WHAT IS BEING ASKED: Exactly as written, retype the listing below, omitting the pictures.
::: STORED DATA :::
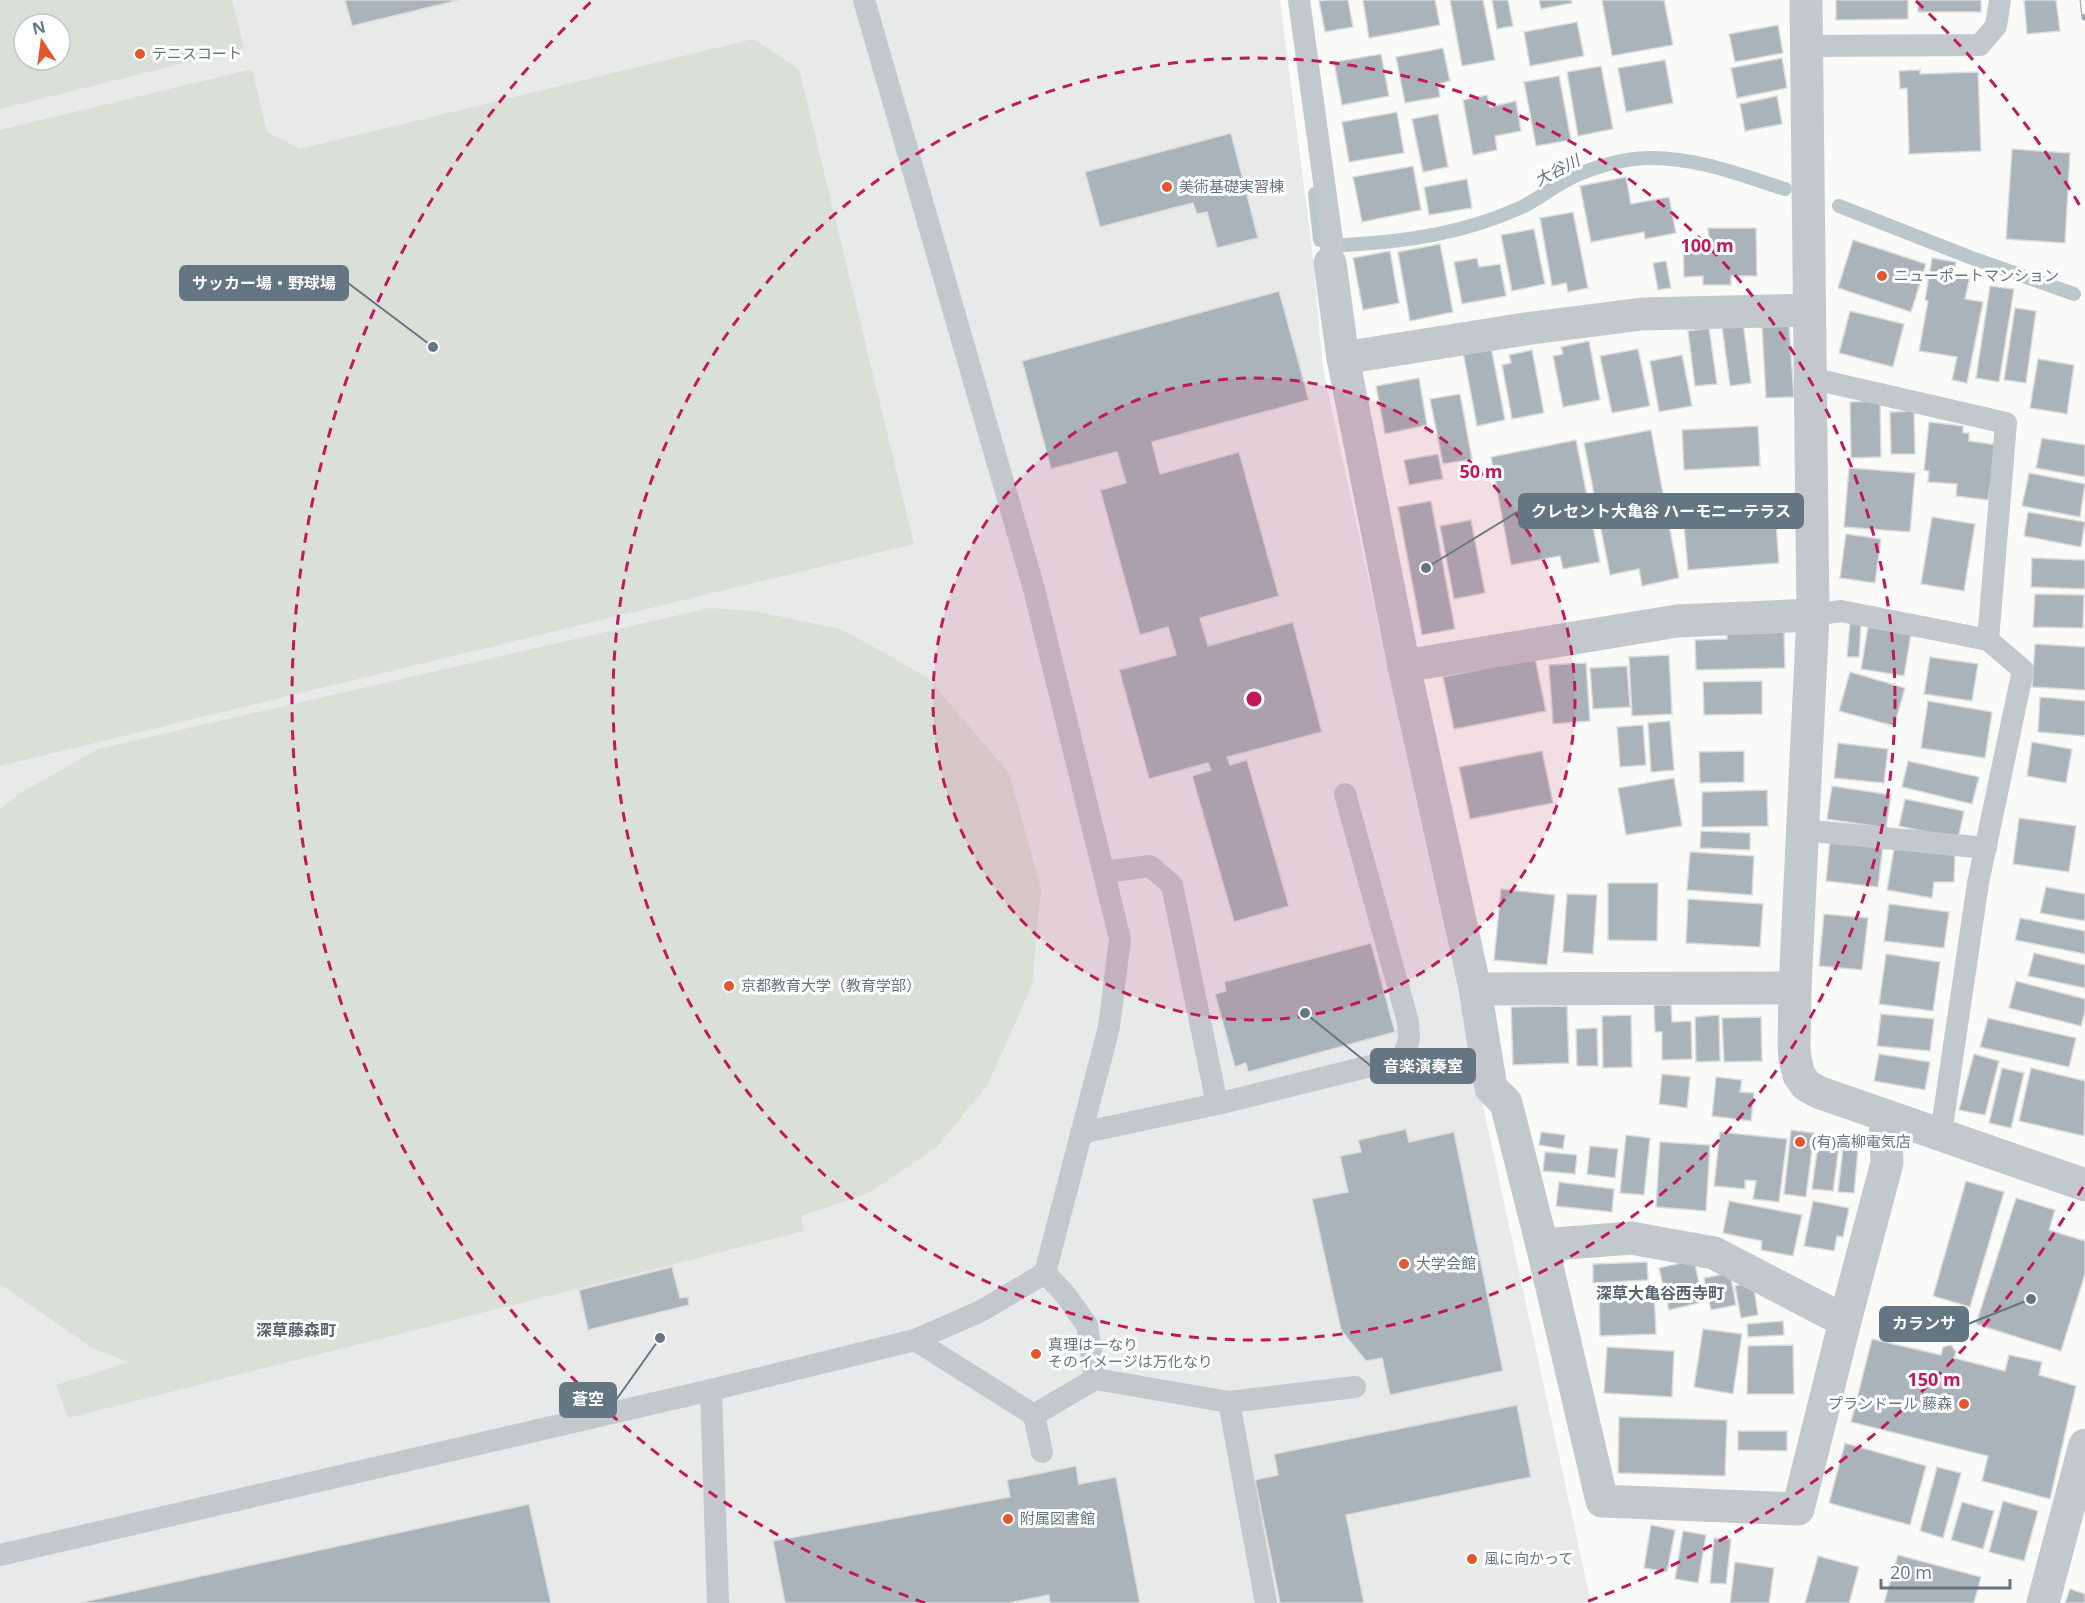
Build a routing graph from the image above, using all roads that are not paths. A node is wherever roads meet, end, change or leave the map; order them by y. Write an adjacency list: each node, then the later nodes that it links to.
1 (864, 0): 16 (lane)
2 (1299, 0): 6 (lane)
3 (1806, 0): 5 (street)
4 (2000, 0): 5 (lane)
5 (1806, 46): 7 (street)
6 (1330, 263): 8 (street)
7 (1809, 310): 8 (street); 9 (street)
8 (1343, 358): 12 (street)
9 (1810, 378): 10 (street); 11 (lane)
10 (1813, 615): 11 (lane); 12 (street); 14 (street)
11 (1988, 640): 15 (lane)
12 (1404, 666): 18 (street)
13 (1345, 794): 19 (lane)
14 (1802, 830): 15 (lane); 17 (street)
15 (1986, 848): 22 (lane)
16 (1104, 872): 19 (lane); 21 (lane)
17 (1795, 988): 18 (street); 20 (street)
18 (1474, 989): 24 (street)
19 (1217, 1104): 21 (lane)
20 (1885, 1116): 22 (street); 26 (street)
21 (1081, 1133): 25 (lane)
22 (1941, 1134): 23 (street)
23 (2085, 1185)
24 (1542, 1245): 26 (street); 26 (street)
25 (1045, 1273): 27 (lane); 28 (lane)
26 (1845, 1321)
27 (915, 1341): 30 (lane); 32 (lane)
28 (1095, 1379): 31 (lane); 32 (lane)
29 (1355, 1387): 31 (lane)
30 (711, 1390): 35 (lane); 37 (lane)
31 (1229, 1402): 36 (lane)
32 (1034, 1415): 34 (lane)
33 (2085, 1445): 38 (street)
34 (1042, 1452)
35 (0, 1555)
36 (1262, 1599)
37 (718, 1603)
38 (2043, 1603)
:::
RESPONSE:
Build a routing graph from the image above, using all roads that are not paths. A node is wherever roads meet, end, change or leave the map; order them by y. Write an adjacency list: each node, then the later nodes that it links to.
1 (864, 0): 16 (lane)
2 (1299, 0): 6 (lane)
3 (1806, 0): 5 (street)
4 (2000, 0): 5 (lane)
5 (1806, 46): 7 (street)
6 (1330, 263): 8 (street)
7 (1809, 310): 8 (street); 9 (street)
8 (1343, 358): 12 (street)
9 (1810, 378): 10 (street); 11 (lane)
10 (1813, 615): 11 (lane); 12 (street); 14 (street)
11 (1988, 640): 15 (lane)
12 (1404, 666): 18 (street)
13 (1345, 794): 19 (lane)
14 (1802, 830): 15 (lane); 17 (street)
15 (1986, 848): 22 (lane)
16 (1104, 872): 19 (lane); 21 (lane)
17 (1795, 988): 18 (street); 20 (street)
18 (1474, 989): 24 (street)
19 (1217, 1104): 21 (lane)
20 (1885, 1116): 22 (street); 26 (street)
21 (1081, 1133): 25 (lane)
22 (1941, 1134): 23 (street)
23 (2085, 1185)
24 (1542, 1245): 26 (street); 26 (street)
25 (1045, 1273): 27 (lane); 28 (lane)
26 (1845, 1321)
27 (915, 1341): 30 (lane); 32 (lane)
28 (1095, 1379): 31 (lane); 32 (lane)
29 (1355, 1387): 31 (lane)
30 (711, 1390): 35 (lane); 37 (lane)
31 (1229, 1402): 36 (lane)
32 (1034, 1415): 34 (lane)
33 (2085, 1445): 38 (street)
34 (1042, 1452)
35 (0, 1555)
36 (1262, 1599)
37 (718, 1603)
38 (2043, 1603)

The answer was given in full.